Benton then examines legal pluralism in the Spanish New World, Portuguese Goa, and the Ottoman Empire, with an emphasis on "the unstable relationship between religious and state law" (124-125). Next follows a chapter that discusses "the transition from a more fluid legal pluralism to the more planned pluralism of 'high' colonialism in British India and French colonial Africa" during the nineteenth century (129). An analysis of legal hierarchies in the Cape Colony and New South Wales shows the legal status of indigenous peoples as a central issue in defining the powers of the colonial state. The final case study is the definition of extra-territoriality as a separate legal status for foreigners (211), implicitly recognizing "hegemonic state legal authority" (252). Specifics are presented in a detailed analysis of Uruguay, with comparative [End Page 599] conclusions about Ottoman and Chinese developments. All of the cases support Benton's basic theme that "formally plural legal orders were transformed into state-dominated legal orders" by the end of the nineteenth century (209).
Given the importance that Benton gives to the concept of an emerging global interstate order, it is surprising that she does not give more consideration to the beginnings of "international law." Her approach would be well suited to it; specific legal contestations played an important role in defining the nature and boundaries of the modern state.
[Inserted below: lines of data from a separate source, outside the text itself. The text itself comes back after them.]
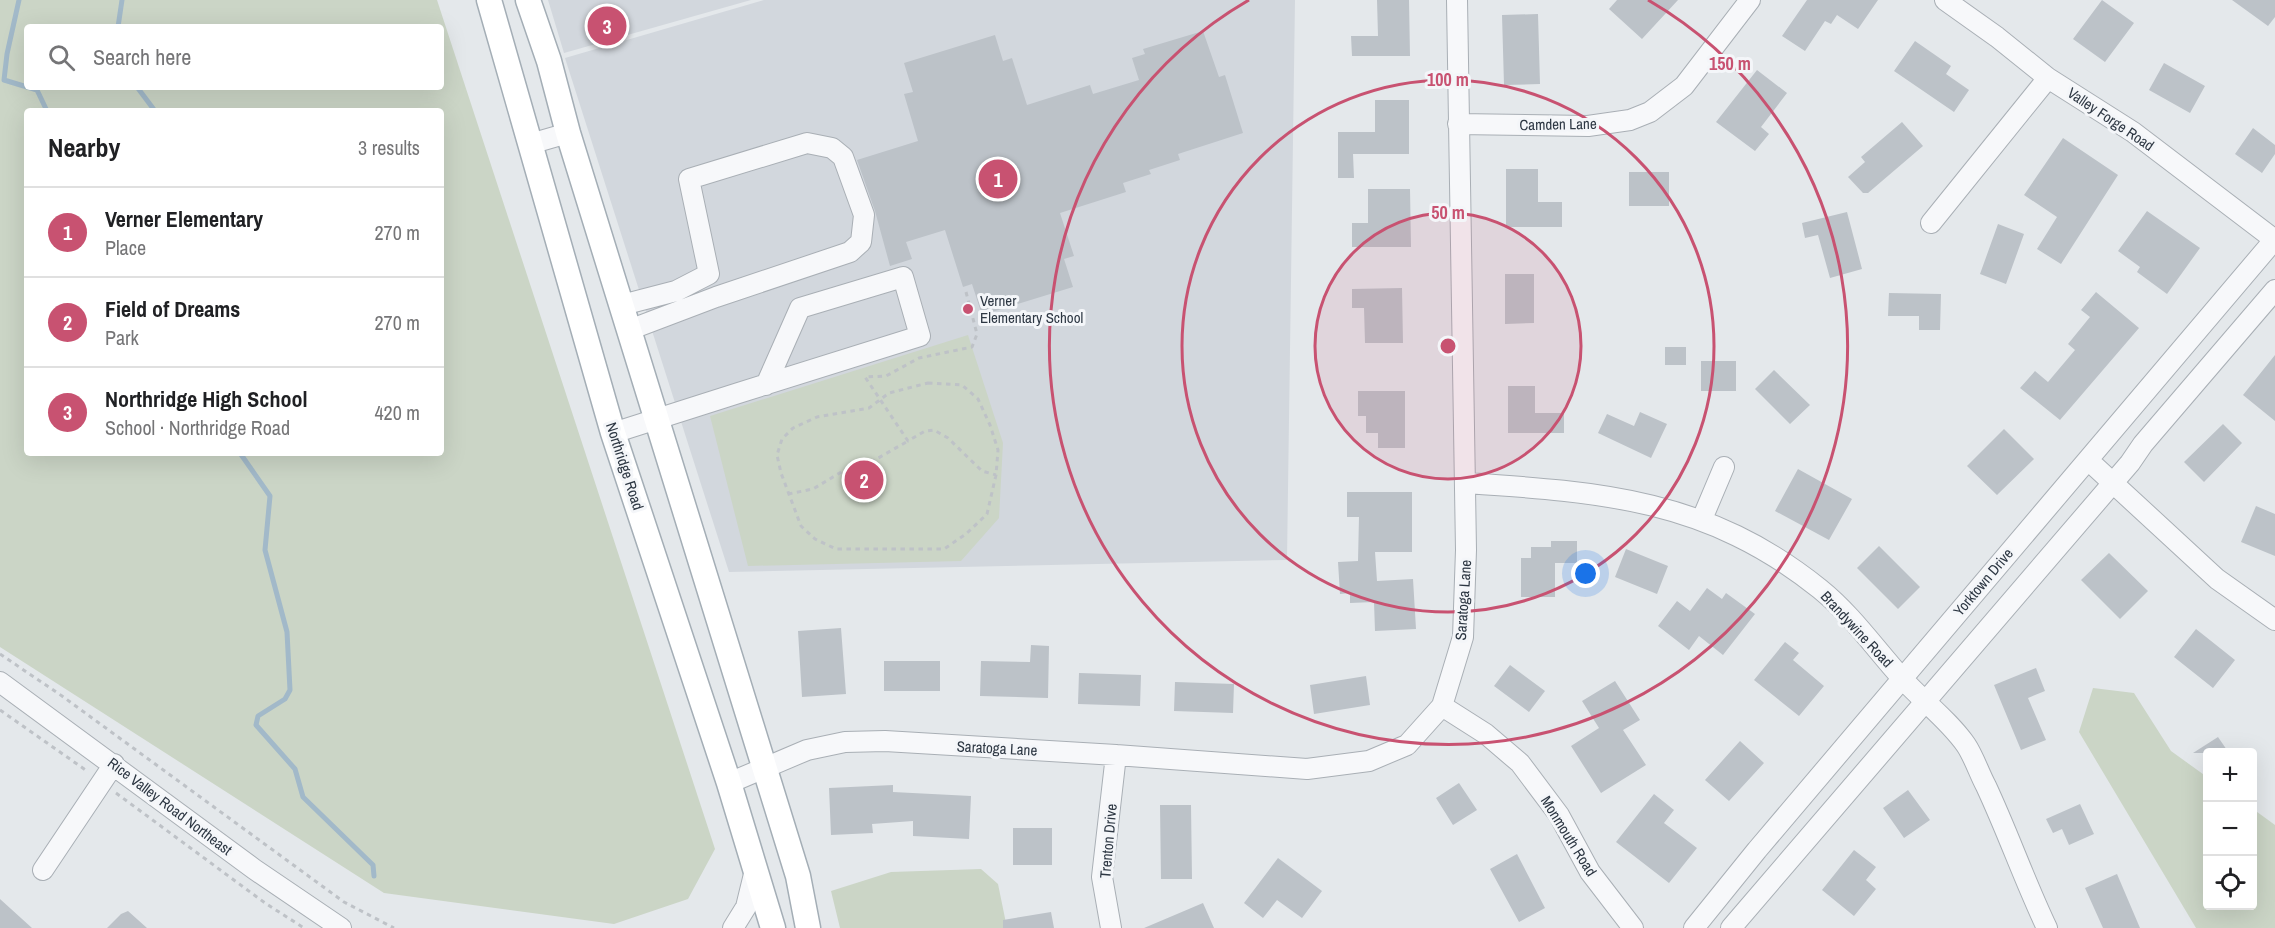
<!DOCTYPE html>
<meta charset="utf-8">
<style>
:root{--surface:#fff;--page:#f2f2f2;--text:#202124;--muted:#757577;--line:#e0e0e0;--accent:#c85271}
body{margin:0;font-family:"Archivo Narrow",sans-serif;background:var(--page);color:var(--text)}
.controls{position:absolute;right:18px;bottom:18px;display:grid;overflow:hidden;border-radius:6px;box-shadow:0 6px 24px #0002}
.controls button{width:54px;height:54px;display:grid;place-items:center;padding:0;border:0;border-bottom:2px solid var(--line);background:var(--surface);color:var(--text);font:30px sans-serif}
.you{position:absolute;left:1586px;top:574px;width:21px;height:21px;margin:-15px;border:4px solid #fff;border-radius:50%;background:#1a73e8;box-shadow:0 0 0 9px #1a73e833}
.badge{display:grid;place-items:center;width:39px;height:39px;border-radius:50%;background:var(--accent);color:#fff;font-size:20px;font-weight:700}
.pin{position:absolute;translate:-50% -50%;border:3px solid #fff;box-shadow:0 2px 6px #0006}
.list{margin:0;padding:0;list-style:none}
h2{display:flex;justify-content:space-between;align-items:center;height:78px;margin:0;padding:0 24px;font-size:26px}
h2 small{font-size:20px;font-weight:400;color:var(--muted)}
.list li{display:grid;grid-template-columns:39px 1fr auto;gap:18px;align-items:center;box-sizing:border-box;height:90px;padding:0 24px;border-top:2px solid var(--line)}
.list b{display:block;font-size:22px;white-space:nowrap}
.list p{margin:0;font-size:20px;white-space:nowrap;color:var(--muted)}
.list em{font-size:20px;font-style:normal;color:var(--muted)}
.icon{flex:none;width:33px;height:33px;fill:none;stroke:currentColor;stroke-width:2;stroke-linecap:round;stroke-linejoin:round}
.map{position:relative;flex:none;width:2275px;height:928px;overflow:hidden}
.search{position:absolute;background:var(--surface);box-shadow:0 6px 24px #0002;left:24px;top:24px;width:420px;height:66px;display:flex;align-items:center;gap:15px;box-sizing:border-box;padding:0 21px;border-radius:6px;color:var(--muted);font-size:22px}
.panel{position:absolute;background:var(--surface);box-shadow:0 6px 24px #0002;left:24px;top:108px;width:420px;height:348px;border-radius:6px}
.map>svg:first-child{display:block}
.built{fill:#d2d7dd}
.green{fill:#cbd5c6;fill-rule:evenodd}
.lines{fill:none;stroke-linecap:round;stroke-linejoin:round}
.stream{stroke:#a2b9c9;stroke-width:5}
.building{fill:#bcc2c8}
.minor-casing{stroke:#a9afb5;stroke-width:22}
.major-casing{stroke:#a4aeb6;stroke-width:27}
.path{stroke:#bec2c7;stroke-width:3;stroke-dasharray:4.5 4.5;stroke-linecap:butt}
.minor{stroke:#f7f8fa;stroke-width:20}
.major{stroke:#fff;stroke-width:24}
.ring{fill:none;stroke:#c85271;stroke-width:3}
.poi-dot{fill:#c85271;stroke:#f4f6f9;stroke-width:2}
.labels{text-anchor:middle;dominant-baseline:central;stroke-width:6;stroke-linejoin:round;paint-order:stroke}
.street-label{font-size:15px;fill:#2d3743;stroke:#f4f6f9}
.poi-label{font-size:15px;fill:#2d3743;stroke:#f4f6f9;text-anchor:start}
.centre{fill:#c85271;stroke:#f4f6f9;stroke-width:3}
.ring-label{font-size:18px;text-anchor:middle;font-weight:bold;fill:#c85271;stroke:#f4f6f9;stroke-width:6;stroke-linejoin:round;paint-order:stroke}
</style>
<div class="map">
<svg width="2275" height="928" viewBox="0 0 2275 928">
<rect width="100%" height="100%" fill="#e4e8eb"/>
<path class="built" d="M548,0H751L564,53Z
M764,0H1295L1287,560L729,572L565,58Z"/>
<path class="green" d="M0,0H437L715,849L688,899L614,924L384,893L0,647ZM27,27H441V87H27ZM27,111H441V453H27Z
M968,335L1003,443L999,518L961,561L748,566L710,416Z
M2093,688L2134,693L2171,751L2207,777L2208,906H2252L2253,809L2275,825V928H2196L2079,732Z
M981,869L998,884L1007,928H840L831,891L891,872Z"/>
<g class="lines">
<path class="stream" d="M19,0L7,54L4,80L37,90L47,111
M118,27L122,0
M137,87L155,111
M240,453L270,496L265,550L287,632L290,690L285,699L258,716L256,725L295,769L303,797L373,865L374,876"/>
</g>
<path class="building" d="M1377,0H1409L1410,56H1352L1351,36H1378Z
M1617,0H1678L1642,39L1609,9Z
M1807,0H1878L1858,29L1837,15L1831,24L1825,21L1805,51L1782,36Z
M2102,0L2134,23L2105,62L2073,39Z
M2232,0H2275V17L2268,26Z
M1538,14L1540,84L1504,85L1502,15Z
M1203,31L1219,77L1225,75L1243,133L1178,154L1180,160L1149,170L1151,174L1123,183L1126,192L1060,213L1074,256L1064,259L1073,287L982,315L972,284L963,287L945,230L906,242L912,259L890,266L875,211L857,160L918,141L904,94L913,92L904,63L995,35L1003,61L1012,58L1027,105L1090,85L1093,94L1139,80L1132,58L1145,54L1143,49Z
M1915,41L1951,66L1946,74L1969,90L1954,112L1894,71Z
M2164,63L2205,86L2190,113L2149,90Z
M1757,70L1787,93L1761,127L1769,134L1755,151L1716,122Z
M1375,100H1409V154H1353L1354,178H1338V132H1375Z
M1902,122L1923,146L1868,193H1863L1848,177L1865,162L1861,157Z
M2253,128L2275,145V154L2262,173L2235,154Z
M2063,138L2118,175L2061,264L2037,249L2057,217L2024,195Z
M1506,169H1538V202H1562V227H1506Z
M1629,172H1669V206H1629Z
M1368,189H1410L1411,247H1352V223H1368Z
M2147,211L2200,248L2167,294L2137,272L2140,267L2118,251Z
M1847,212L1862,269L1830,278L1818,235L1805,238L1802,223Z
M1998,224L2024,234L2006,284L1980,274Z
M1505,274H1534V323L1505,324Z
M1402,288L1403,343H1365L1364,308H1352V289Z
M2096,292L2139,328L2060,420L2020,388L2035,371L2048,382L2075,350L2068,344L2090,317L2081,310Z
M1889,293L1941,294L1940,330H1919V316H1888Z
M1665,347H1686V365H1665Z
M2275,355V421L2243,395Z
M1701,361H1736V391H1701Z
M1774,370L1810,405L1790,424L1755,389Z
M1508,386H1535V413H1564V433H1508Z
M1358,391H1405V448H1378V433H1366V416H1358Z
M1640,412L1667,424L1651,458L1598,433L1607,414L1634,426Z
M2223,424L2242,443L2204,482L2184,462Z
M2004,429L2034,459L1997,495L1967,466Z
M1798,469L1852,499L1829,540L1775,511Z
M1347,492H1412V552H1375L1377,581L1413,579L1416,629L1375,631L1374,602L1350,603V593L1340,594L1338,562L1358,561L1359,517H1347Z
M2256,506L2275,514V556L2241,542Z
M1551,541H1577V563H1555V597H1521V558H1531V547H1551Z
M1879,546L1920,587L1898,609L1857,568Z
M1626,549L1668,566L1657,594L1615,577Z
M2109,553L2148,591L2120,619L2081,580Z
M1707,588L1722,599L1726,593L1755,614L1723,655L1699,636L1689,650L1658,626L1677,601L1690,611Z
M841,628L846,694L802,697L798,631Z
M2196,629L2235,660L2213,688L2174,657Z
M1785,642L1799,653L1793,660L1824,686L1799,716L1754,680Z
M1031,645L1049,646L1048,698L980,696L981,661L1030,662Z
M884,661H940V691H884Z
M1510,665L1545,691L1529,712L1494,686Z
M2036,668L2045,691L2028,698L2046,740L2021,750L1994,685Z
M1079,673L1141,675L1140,706L1078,704Z
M1366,676L1370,705L1314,714L1310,685Z
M1615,681L1640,720L1623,730L1646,765L1601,793L1571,746L1599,728L1582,701Z
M1175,682L1234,684L1233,713L1174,711Z
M2218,737L2229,753H2193Z
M1740,741L1764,763L1729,801L1705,780Z
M1459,783L1477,810L1453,825L1436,798Z
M893,785V792L971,796L969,839L913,836V821L872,824L873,833L831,835L829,788Z
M1908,790L1930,820L1904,838L1883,808Z
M1654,794L1674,810L1664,823L1697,848L1669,883L1616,842Z
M2080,804L2094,834L2069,845L2062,829L2053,833L2046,819Z
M1160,805H1191L1192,879H1161Z
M1013,828H1052V865H1013Z
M1854,850L1876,867L1866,880L1876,889L1854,916L1822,890Z
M1517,854L1545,908L1519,922L1490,869Z
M1278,858L1322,891L1302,918L1277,900L1263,918L1244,903Z
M2117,874L2140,928H2103L2085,888Z
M0,899L32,928H0Z
M1203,903L1214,928H1144Z
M128,911L147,928H107L121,914Z
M1051,912L1054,928H1003V920Z"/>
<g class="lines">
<defs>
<path id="minor" d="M1945,0L1997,37L2048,78L2133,132L2275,240
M1458,124L1588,126L1630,120L1650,112L1684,86L1750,0
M530,144L568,133
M1931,223L2048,78
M622,305L676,291L709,274L689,179L807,143L832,148L843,157L864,215L861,242L850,252L716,297L629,330
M613,433C715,400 818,368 920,336L903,277L800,308L766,385
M2088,460L2217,579L2275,620
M1466,483C1602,492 1708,499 1820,589C1851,614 1874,647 1900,676C1921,700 1948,719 1966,745C1974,757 1979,773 1986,786C2008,833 2025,882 2047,928
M1702,519L1724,467
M0,682L254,869L341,928
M1442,706L1486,734L1520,763L1559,815L1590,872L1633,928
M729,783L807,750L845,742L885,741L1116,755L1307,769L1369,761L1407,745L1442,706L1463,637L1466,550L1457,0
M43,870L114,764
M733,928L746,907L755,870
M1111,928L1102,877L1116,755
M1694,928L1757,850L2275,239
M1731,928L2130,463L2143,444L2275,290"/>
<path id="major" d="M489,0L613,433L729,783L773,928
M528,0L549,61L568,133L798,876L808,928"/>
</defs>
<use href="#minor" class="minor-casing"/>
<use href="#major" class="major-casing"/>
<path class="path" d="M966,292L977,334L972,347L919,358L886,376L865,377L908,441L925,431L934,430L948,438L982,471L996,475
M928,383L962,385L978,399L990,425L998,450L996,475L987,514L966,534L944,549H836L815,539L801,526L781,473L777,455L782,439L793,428L817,417L869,408L889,393Z
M788,494L813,489L848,468L866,465L908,441
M0,654L62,696L344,902L394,928
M0,710L87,771
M116,793L265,903L304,928"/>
<use href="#minor" class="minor"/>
<use href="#major" class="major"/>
</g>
<circle cx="1448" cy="346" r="133" fill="#c85271" fill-opacity=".12"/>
<g class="ring">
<circle cx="1448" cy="346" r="133"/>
<circle cx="1448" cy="346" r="266"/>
<path d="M1648 0A399 399 0 1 1 1249 0"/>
</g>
<circle class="poi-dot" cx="968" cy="309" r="6"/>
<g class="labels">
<g class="street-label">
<text transform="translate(2111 119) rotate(34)">Valley Forge Road</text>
<text transform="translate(1558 124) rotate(-1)">Camden Lane</text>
<text transform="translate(625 466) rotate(72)">Northridge Road</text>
<text transform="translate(1983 582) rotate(-50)">Yorktown Drive</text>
<text transform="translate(1463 600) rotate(-86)">Saratoga Lane</text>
<text transform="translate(1857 629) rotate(47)">Brandywine Road</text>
<text transform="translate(997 748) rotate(3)">Saratoga Lane</text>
<text transform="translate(170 806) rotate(37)">Rice Valley Road Northeast</text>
<text transform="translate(1569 836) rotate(58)">Monmouth Road</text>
<text transform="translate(1108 841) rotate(-85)">Trenton Drive</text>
</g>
<g class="poi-label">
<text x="980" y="300">Verner<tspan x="980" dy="17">Elementary School</tspan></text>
</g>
</g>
<circle cx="1448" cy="346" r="9" class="centre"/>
<g class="ring-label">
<text x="1730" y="70">150 m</text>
<text x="1448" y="86">100 m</text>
<text x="1448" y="219">50 m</text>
</g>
</svg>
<div class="controls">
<button>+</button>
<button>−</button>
<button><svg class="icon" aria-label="locate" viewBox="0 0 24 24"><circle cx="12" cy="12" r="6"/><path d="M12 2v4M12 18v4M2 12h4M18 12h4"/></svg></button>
</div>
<div class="you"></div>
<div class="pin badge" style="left:998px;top:179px">1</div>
<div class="pin badge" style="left:864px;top:480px">2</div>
<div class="pin badge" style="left:607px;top:26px">3</div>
<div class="search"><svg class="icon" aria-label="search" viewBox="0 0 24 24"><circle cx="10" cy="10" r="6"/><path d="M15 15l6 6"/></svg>Search here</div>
<section class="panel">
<h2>Nearby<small>3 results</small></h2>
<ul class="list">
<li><span class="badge">1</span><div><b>Verner Elementary</b><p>Place</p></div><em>270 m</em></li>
<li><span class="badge">2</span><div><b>Field of Dreams</b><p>Park</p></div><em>270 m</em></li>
<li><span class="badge">3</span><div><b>Northridge High School</b><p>School · Northridge Road</p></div><em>420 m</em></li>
</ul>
</section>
</div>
One can hope that Benton has left this as an issue for a later study.
This study makes effective use of anthropological, legal, and archival sources, blending the needs of precision and detail in complex case studies with a clear statement of the broader implications of the analysis. Benton effectively shows "the importance of demonstrating the interconnections between small conflicts in particular historical settings and the revision of 'master narratives' about global change" (28). All who are interested in the "master narratives" of the development of the modern state, modern political society, and the global state system should find this book at least useful, if not essential.